Pleasure boats commonly house dry chemical extinguishers because of their modest cost and easy use. These dry materials are employed to smother the fire by depriving it of oxygen. To do so effectively, however, requires a concentrated focus on the base of the fire. When the aim is elsewhere, eradication of the fire is often incomplete, calling for an additional extinguisher to finish the job. Dry ingredients can also leave a grimy residue and corrode electrical systems.

Halotron Replacement Extinguisher

Halotron is a fire-inhibiting gas that serves as a more environmentally benign replacement to halon. Displacing the oxygen necessary for fire to rage, halotron is safe and shows no evidence of harming the electrical or mechanical systems on board. They are optimal for engine compartments but are higher in price and more unwieldy to handle.

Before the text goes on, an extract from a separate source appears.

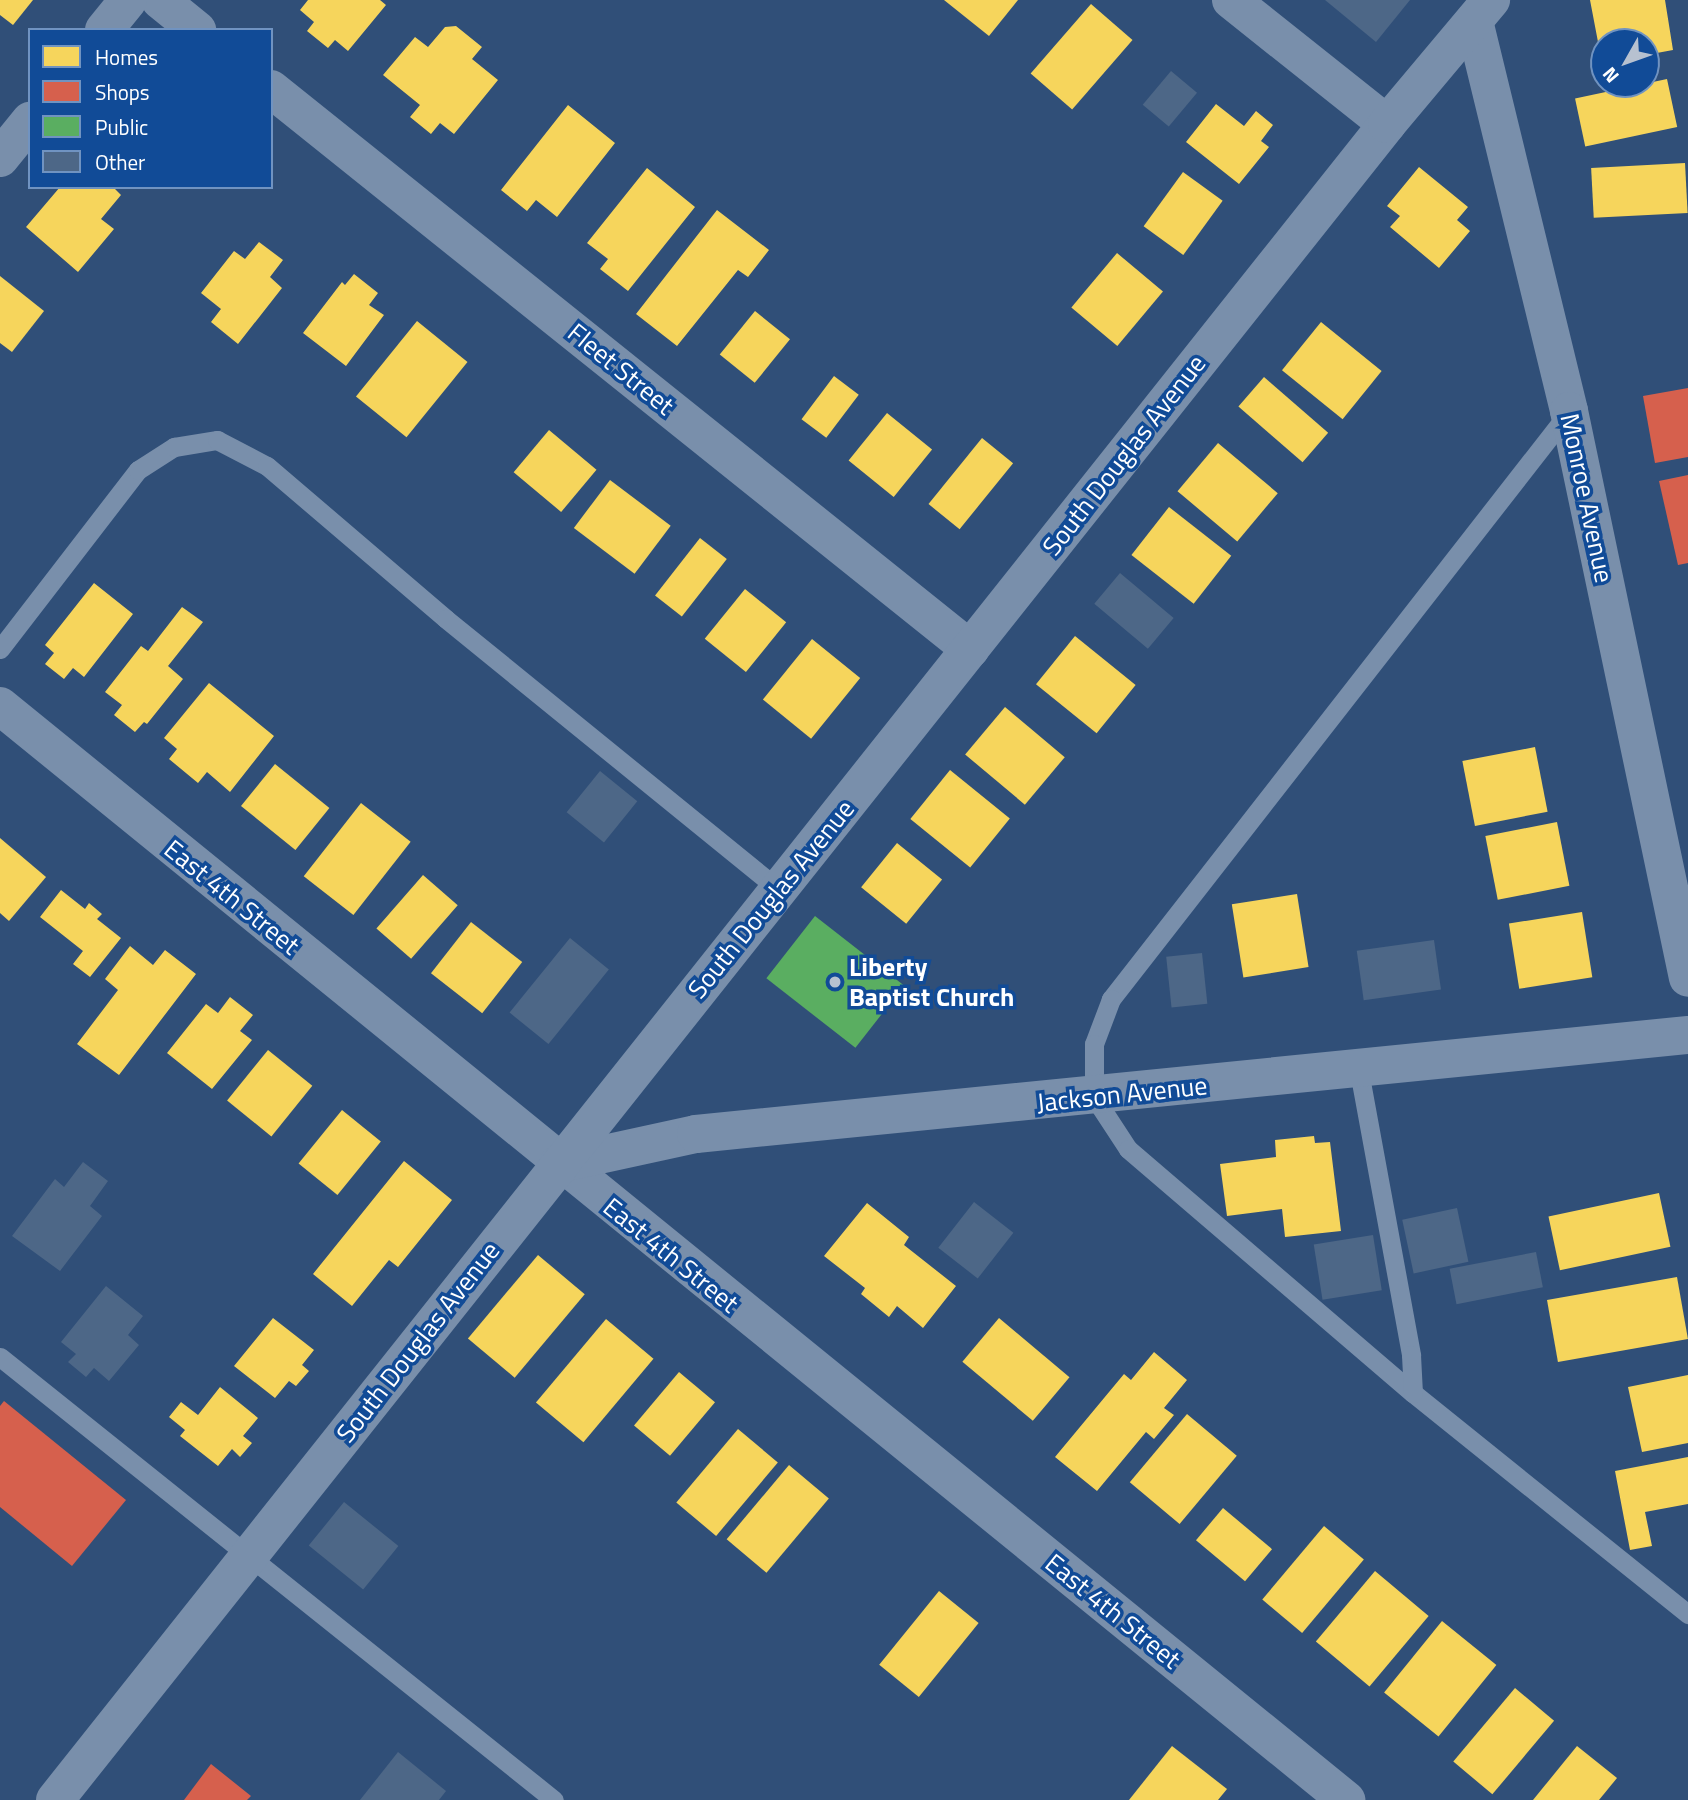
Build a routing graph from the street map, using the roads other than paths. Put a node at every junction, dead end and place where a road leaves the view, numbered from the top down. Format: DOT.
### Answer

Myths About Boat Fire Extinguishers

As debunked by the BoatUS Foundation for Boating Safety and Clean Water:

Myth #1:

You can Refresh the contents by banging or tapping the cylinder. Maybe in the old days but no longer — modern materials can be neutralized by such handling.

 Myth #2:

You must use a bracket to mount an extinguisher. Not mandated, but it is a good idea to keep it safe and intact.

Myth #3:

Fire extinguishers age and decay after one year; they need annual need replacement. If the charge dial is in the green zone, the nozzle is clear and the cylinder rust-free, you have time left.

Myth #4:

Legally, you only need one extinguisher on board. Yes and no: a boat 26-feet long and under is OK with one per federal regulations. Larger boats must have more. Go to BoatUS.org/equipment for specific rules. At any rate, opt for multiple extinguishers, if possible.

Fighting Fires 101

Fires have different causes and sources. Putting them out requires different methods.

Engine Fires:

Over 50 percent of watercraft fires are rooted in the fuel delivery and/or electrical systems. The fuel lines must be closed, the engine turned off and the batteries switched off. Without a Fire-Port, the engine cover should be opened gingerly for the extinguisher to be inserted and activated. This activity should repeat until the fire is out. Dry chemical extinguishers are less effective in these cases since it is difficult to aim at the base of the flames. Accordingly, ABCY suggests Halotron extinguishers that stifle combustion or displace the oxygen supply.

Electrical Fires:

Switch off both engine and batteries. Apply dry chemical retardant, but avoid water by all means.

Fuel Fires:

The first order of business is to shut off the flow of gasoline (or alternative fuel). It manageable, throw a blanket on the fire to suffocate it. Again, do not use water.

Galley Fires:

Turn off the propane valve right away. Keep the oven closed and the pans covered to contain any flames. Preferably, a fire blanket should cover the stovetop, but an extinguisher will work, too. No water here, either.

Fires Below Deck:

If you can confirm it is neither an electrical nor fuel-based combustion, close any openings through which the fire can draw oxygen (while taking care to avoid smoke inhalation). Here is where water is a great suppressor, as is a fire blanket or a type-A fire extinguisher. Open hatches and closets slowly before applying any dousing agent.

The Last Resort:

Issue a mayday call over the radio while donning life vests and arranging to abandon the vessel.